Pengamat: Hati-hati Jebakan Presidential Treshold untuk Jokowi
Abi Rekso Panggalih selaku peneliti dari Lingkar Studi Elektoral (LSE), menuturkan bahwa Presiden patut berhati-hati atas situasi diatas.
TRIBUNNEWS.COM, JAKARTA - Kendati sudah ditandatangani oleh Presiden Jokowi polemik atas usulan DPR-RI terkait dengan Presidential Threshold sebesar 20-25%, masih menuai pro dan kontra di publik.
Politisi yang juga Ketua Umum PBB, Yusril Ihza Mahendra, turut melakukan gugatan atas PT 20-25% itu. yang cukup menarik, justru partai-partai oposisi pemerintah yang pada awalnya menolak Presidential threshold 20-25% tidak melakukan upaya-upaya kongkrit dan langkah-langkah hukum untuk membatalkan UU Pemilu yang sebelumnya mereka tolak.
Partai-partai oposisi ini (Demokrat, Gerindra. PAN dan PKS) malah terkesan hanya diam dan menbiarkan. padahal mereka bisa menempuh jalan judicial review atau gugatan melalui Mahkamah Konstitusi.
Abi Rekso Panggalih selaku peneliti dari Lingkar Studi Elektoral (LSE), menuturkan bahwa Presiden patut berhati-hati atas situasi diatas.
"Karena UU Pemilu yang telah ditandatanganinya, bisa saja menjadi jebakan Presiden Jokowi sendiri dalam pencalonan 2019 yang akan datang," ujar Abi Rekso di Jakarta, Selasa (12/9/2017).
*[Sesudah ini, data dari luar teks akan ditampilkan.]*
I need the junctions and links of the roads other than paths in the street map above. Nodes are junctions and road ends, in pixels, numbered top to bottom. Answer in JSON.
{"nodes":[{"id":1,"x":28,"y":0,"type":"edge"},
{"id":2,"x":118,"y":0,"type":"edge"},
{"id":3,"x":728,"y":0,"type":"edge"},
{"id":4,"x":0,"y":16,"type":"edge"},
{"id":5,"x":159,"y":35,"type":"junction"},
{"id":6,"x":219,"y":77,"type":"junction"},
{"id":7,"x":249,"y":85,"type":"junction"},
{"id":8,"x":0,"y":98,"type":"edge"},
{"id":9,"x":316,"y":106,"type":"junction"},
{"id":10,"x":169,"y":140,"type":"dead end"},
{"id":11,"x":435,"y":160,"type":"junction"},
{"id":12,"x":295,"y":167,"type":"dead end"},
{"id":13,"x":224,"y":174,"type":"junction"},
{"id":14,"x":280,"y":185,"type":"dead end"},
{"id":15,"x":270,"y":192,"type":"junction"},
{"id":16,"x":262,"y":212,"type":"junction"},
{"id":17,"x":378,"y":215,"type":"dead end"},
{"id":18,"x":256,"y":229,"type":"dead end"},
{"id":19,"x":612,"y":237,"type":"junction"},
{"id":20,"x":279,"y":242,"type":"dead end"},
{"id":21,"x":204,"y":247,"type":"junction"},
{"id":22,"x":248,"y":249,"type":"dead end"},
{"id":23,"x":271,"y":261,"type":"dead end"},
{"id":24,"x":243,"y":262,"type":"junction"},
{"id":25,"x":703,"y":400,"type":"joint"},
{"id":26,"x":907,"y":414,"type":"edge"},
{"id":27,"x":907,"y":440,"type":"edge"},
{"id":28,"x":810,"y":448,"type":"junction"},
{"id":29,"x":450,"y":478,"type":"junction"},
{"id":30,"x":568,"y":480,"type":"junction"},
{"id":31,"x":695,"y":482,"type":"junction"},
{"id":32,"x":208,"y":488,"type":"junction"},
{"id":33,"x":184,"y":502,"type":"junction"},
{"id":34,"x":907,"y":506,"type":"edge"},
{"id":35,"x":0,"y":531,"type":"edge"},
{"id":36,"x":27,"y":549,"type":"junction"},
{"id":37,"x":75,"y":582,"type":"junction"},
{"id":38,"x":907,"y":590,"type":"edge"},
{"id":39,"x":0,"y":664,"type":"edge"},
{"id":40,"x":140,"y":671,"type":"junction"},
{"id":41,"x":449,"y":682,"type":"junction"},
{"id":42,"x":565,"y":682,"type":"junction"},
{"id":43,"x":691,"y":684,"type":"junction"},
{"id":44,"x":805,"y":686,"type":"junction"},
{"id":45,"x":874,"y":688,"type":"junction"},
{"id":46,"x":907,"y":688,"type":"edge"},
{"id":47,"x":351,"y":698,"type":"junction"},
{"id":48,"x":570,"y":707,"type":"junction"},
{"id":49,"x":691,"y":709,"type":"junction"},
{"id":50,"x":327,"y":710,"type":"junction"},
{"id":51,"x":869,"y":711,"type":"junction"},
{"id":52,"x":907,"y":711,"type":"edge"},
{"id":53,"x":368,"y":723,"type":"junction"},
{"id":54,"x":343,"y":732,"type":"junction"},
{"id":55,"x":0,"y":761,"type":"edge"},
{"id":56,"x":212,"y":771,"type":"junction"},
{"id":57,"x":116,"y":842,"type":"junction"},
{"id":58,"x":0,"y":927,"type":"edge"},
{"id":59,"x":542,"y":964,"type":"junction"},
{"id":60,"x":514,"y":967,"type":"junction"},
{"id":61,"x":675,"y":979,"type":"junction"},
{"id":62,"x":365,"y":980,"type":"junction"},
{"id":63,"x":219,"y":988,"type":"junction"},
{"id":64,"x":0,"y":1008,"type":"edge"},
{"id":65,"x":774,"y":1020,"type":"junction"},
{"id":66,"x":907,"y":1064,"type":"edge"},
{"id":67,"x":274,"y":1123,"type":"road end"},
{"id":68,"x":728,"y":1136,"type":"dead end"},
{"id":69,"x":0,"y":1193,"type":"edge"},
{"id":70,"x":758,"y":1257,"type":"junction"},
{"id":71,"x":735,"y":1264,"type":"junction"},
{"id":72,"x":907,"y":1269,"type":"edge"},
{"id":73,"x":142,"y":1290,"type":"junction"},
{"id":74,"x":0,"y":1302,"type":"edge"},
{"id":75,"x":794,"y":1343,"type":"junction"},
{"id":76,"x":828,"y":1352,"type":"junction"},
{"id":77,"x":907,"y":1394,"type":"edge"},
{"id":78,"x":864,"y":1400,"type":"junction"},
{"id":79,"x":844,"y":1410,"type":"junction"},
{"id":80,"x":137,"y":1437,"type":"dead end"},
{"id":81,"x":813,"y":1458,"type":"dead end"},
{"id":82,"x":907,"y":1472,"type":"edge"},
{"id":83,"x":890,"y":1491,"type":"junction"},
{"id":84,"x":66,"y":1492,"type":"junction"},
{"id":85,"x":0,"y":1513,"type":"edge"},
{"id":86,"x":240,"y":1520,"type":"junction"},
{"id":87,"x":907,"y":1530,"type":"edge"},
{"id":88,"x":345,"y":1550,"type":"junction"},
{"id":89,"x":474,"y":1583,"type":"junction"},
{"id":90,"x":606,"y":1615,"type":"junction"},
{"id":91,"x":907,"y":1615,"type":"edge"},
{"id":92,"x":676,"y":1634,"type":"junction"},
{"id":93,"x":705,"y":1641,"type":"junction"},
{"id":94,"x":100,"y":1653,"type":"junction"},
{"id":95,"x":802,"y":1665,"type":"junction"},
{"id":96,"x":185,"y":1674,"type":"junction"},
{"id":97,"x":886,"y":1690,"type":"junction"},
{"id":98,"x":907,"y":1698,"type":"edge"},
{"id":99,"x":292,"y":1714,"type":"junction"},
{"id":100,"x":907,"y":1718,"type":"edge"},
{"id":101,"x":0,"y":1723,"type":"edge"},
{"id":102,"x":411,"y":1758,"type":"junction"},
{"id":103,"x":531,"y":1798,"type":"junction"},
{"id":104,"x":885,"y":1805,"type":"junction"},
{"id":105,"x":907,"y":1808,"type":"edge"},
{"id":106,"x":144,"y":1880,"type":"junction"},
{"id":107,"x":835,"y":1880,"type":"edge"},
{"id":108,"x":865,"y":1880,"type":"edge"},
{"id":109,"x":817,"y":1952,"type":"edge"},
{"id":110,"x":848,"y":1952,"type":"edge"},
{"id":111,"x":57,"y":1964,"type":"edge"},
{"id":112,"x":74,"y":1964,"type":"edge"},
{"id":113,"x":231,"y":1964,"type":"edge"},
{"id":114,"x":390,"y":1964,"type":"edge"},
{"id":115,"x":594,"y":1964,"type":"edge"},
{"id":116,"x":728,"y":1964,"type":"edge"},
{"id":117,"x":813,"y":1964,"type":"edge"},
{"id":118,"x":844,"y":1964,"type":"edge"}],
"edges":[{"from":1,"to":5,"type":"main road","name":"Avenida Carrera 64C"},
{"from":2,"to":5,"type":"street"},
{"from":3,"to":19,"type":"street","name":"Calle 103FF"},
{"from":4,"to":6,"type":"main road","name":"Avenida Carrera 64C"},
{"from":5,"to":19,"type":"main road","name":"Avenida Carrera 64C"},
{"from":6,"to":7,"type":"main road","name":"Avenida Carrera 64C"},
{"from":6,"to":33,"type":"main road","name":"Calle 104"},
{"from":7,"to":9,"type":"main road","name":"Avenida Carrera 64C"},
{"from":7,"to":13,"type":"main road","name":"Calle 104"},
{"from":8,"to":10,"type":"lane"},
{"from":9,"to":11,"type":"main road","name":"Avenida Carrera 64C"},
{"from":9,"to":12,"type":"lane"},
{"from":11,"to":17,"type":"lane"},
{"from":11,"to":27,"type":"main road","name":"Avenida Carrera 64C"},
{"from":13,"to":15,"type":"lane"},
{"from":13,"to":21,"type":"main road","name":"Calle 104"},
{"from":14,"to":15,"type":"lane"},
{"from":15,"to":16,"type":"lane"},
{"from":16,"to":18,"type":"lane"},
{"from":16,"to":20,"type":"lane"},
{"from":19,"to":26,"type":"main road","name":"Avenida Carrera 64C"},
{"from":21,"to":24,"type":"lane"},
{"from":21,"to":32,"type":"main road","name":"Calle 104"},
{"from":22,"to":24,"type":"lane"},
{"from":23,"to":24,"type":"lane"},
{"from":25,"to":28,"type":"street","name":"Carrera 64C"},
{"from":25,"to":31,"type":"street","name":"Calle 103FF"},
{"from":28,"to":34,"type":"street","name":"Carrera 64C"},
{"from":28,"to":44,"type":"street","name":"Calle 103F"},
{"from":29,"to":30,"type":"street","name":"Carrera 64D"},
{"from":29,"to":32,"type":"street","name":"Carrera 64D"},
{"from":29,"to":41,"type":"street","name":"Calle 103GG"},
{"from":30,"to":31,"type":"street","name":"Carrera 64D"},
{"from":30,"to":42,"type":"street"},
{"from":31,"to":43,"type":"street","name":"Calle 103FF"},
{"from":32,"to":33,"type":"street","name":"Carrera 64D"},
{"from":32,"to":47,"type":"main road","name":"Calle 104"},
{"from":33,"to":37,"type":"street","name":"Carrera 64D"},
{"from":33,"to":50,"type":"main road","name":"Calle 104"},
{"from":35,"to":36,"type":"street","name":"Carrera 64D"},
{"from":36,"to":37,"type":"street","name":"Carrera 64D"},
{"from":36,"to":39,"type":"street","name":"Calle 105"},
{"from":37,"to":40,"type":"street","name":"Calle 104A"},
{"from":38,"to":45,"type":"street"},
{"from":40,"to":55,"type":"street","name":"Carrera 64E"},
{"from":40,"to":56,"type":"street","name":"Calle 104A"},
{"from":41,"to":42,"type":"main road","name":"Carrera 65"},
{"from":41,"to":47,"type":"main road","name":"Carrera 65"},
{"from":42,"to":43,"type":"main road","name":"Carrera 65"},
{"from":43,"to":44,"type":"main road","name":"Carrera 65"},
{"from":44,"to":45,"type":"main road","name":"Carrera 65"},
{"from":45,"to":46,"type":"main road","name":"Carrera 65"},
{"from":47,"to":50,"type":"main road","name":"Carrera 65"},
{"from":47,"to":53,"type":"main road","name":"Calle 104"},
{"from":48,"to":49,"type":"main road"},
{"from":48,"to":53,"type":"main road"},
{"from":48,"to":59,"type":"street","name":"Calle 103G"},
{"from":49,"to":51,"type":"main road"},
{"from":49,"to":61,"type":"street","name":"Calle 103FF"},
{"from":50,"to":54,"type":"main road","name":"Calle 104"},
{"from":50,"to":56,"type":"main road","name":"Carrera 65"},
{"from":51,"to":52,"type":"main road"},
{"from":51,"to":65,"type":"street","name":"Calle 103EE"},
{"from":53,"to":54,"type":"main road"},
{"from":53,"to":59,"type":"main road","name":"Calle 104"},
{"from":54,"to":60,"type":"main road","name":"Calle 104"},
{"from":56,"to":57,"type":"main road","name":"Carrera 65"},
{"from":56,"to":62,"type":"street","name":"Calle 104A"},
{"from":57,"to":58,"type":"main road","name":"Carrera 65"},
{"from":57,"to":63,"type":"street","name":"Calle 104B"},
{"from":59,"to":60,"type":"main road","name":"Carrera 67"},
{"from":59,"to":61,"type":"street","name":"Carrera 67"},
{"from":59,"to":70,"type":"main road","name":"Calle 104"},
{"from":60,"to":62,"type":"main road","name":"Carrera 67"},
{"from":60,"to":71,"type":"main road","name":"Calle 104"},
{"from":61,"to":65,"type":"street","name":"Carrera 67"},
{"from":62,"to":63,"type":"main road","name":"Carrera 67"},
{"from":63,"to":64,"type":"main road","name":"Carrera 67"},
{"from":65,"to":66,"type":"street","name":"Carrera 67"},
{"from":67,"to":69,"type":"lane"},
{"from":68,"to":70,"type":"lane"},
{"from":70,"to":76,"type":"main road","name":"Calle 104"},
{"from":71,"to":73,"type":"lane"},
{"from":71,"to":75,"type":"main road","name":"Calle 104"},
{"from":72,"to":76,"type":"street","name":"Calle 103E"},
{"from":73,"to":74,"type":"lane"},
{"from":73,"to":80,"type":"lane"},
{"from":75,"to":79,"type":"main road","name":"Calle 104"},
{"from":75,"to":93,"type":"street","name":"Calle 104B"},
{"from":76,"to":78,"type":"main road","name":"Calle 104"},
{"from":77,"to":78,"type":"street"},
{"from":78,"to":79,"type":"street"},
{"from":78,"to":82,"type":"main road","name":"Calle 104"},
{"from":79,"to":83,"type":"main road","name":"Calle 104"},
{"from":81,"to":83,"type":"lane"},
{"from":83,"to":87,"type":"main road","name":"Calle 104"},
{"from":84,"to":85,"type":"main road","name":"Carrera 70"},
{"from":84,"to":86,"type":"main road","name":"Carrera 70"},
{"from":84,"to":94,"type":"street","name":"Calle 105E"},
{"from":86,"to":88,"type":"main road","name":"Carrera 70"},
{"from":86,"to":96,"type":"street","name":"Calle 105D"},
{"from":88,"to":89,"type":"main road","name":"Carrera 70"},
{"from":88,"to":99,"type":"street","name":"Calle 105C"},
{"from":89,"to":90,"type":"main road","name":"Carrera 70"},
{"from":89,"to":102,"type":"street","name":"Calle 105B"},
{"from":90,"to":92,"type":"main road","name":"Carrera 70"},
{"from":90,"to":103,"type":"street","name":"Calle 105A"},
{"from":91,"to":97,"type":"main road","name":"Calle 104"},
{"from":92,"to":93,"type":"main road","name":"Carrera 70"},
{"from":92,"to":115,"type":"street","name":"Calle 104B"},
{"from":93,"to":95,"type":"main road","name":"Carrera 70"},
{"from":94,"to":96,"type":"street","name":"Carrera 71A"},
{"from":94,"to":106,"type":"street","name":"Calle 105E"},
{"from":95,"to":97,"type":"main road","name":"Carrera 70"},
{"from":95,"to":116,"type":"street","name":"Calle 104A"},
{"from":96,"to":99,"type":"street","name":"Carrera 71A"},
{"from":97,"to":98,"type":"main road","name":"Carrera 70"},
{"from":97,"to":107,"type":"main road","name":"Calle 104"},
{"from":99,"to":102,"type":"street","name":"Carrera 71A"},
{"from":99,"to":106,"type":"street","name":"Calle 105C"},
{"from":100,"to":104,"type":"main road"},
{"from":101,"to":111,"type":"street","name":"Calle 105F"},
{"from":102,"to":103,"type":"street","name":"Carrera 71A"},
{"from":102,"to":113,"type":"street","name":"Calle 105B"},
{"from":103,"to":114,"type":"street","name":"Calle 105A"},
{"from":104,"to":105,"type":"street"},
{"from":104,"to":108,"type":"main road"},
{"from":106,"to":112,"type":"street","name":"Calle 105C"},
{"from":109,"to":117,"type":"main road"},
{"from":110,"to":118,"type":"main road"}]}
Baca: Yusril: Presidential Treshold Dalam Pemilu serentak Tidak Relevan
Sebagai pengamat, Abi Rekso menilai Presiden Jokowi patut mewaspadai akan tiga hal krusial terkait dengan Presidential threshold 20-25% ini.
Pertama, Presiden Jokowi belum tentu bisa menjaga skema dukungan partai politik yang kini berada bersama pemerintah (PDI-P, Hanura, NasDem PKB, PKPI, PPP dan P-Golkar).
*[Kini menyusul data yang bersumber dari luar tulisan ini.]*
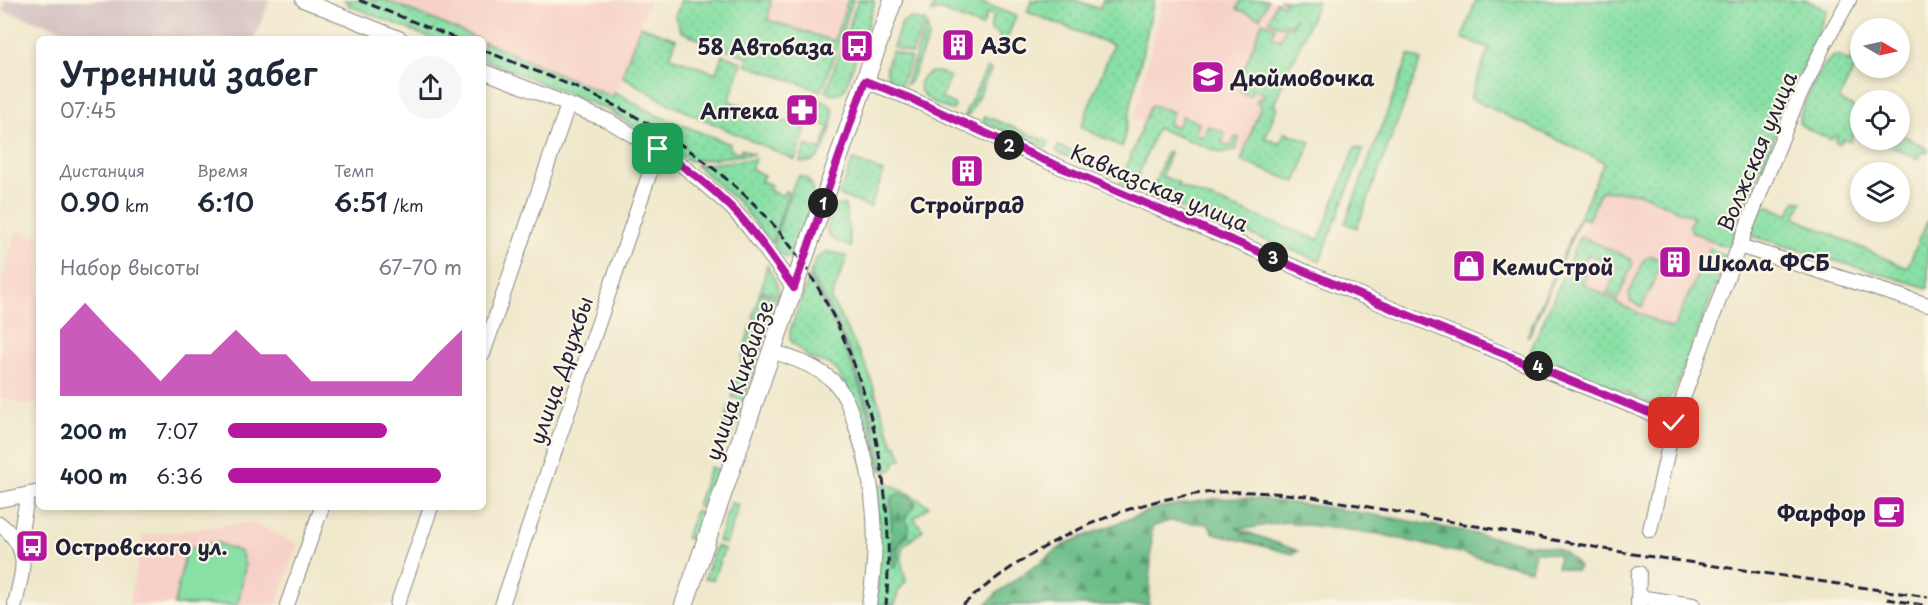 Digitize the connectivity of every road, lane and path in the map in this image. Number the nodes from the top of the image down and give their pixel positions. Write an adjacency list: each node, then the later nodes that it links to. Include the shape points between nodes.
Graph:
1 (303, 0): 4 (street)
2 (892, 0): 6 (main road, улица Киквидзе)
3 (1849, 0): 9 (street, Волжская улица, via 1794,108)
4 (393, 36)
5 (486, 72): 7 (street)
6 (865, 81): 10 (main road, улица Киквидзе); 14 (street, Кавказская улица, via 1393,309)
7 (568, 105): 8 (street, via 609,121); 12 (street)
8 (658, 149): 10 (street, via 732,208); 27 (street, улица Дружбы)
9 (1739, 246): 11 (street); 14 (street, Волжская улица)
10 (794, 288): 13 (main road, улица Киквидзе)
11 (1928, 306)
12 (486, 345)
13 (772, 351): 28 (main road, улица Киквидзе); 29 (street, via 825,375 840,389 849,406 870,476 873,501 874,563)
14 (1674, 423): 20 (street, Волжская улица)
15 (33, 493): 16 (street); 21 (street, via 22,525)
16 (0, 500)
17 (321, 510): 25 (street)
18 (430, 510): 26 (street)
19 (0, 524): 21 (street)
20 (1650, 530)
21 (21, 547): 24 (street, via 23,559)
22 (1639, 573): 23 (street)
23 (1638, 601): 30 (street)
24 (15, 605)
25 (287, 605)
26 (397, 605)
27 (502, 605)
28 (684, 605)
29 (869, 605)
30 (1693, 605)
"Konteks ini sama halnya pada pertarungan legeslatif sebelumnya, ternyata PDI-P sebagai Partai pemenang tidak bisa menjadi ketua DPR-RI. Itu artinya tidak ada jaminan mutlak akan jumlah komposisi dukungan suara," ujarnya.
Kedua, sikap DIAM dari kelompok partai oposisi (Gerindra, PKS dan PAN) juga harus diwaspadai oleh Presiden Jokowi. Sikap mereka yang berseberangan dengan Presidential Threshold 20-25%, tidak tercermin dengan kegigihan mereka melawan keputusan itu.
"Bisa jadi mereka justeru mengambil keuntungan dengan menumpang pada isu 20-25% atau ada SKENARIO yang disiapkan secara khusus sebagai kejutan stunami politik untuk Presiden Jokowi. Kejutan ini bisa jadi akan menjadi sejarah politik baru, dimana presiden dengan tingkat kepuasan rakyat yang sangat tinggi, tetapi tidak dapat maju periode kedua karna tidak memiliki kendaraan politik," ujar Abi Rekso.
Ketiga sekaligus terakhir, dirinya melihat partai pendukung pemerintah masih belum solid dalam posisinya mendukung pemerintah.
"Hal ini tercermin dalam isu kelembagaan KPK, sikap Presiden Jokowi yang mendukung secara penuh justeru bersebrangan dengan partai pendukung,"katanya.
Dalam hal ini Presiden Jokowi harus segera melakukan evaluasi atas loyalitas partai pendukung pemerintah. Dengan melihat fakta hukum terjeratnya Setya Novanto Ketua Umum partai pendukung dengan dugaan kasus korupsi. Serta skema logika kekuasaan legislative dan partai politik, yang tidak serta merta untuk memberikan garansi dukungan terhadap Jokowi.
“Presidential threshold model ini banyak kelemahan. Dengan proporsi 20-25% Presiden Jokowi akan sangat bergantung pada partai pengusung nanti. Apa yang terjadi pada Ahok, bisa terulang kembali pada pencalonan Presiden 2019, jika dirinya tidak mendapat dukungan partai sebesar 20-25%. Bisa-bisa dirinya harus mengumpulkan dukungan KTP seperti yang Ahok lakukan pada pilkada DKI kemarin. Memangnya bisa Presiden jalur independen?” kelakar Abi Rekso.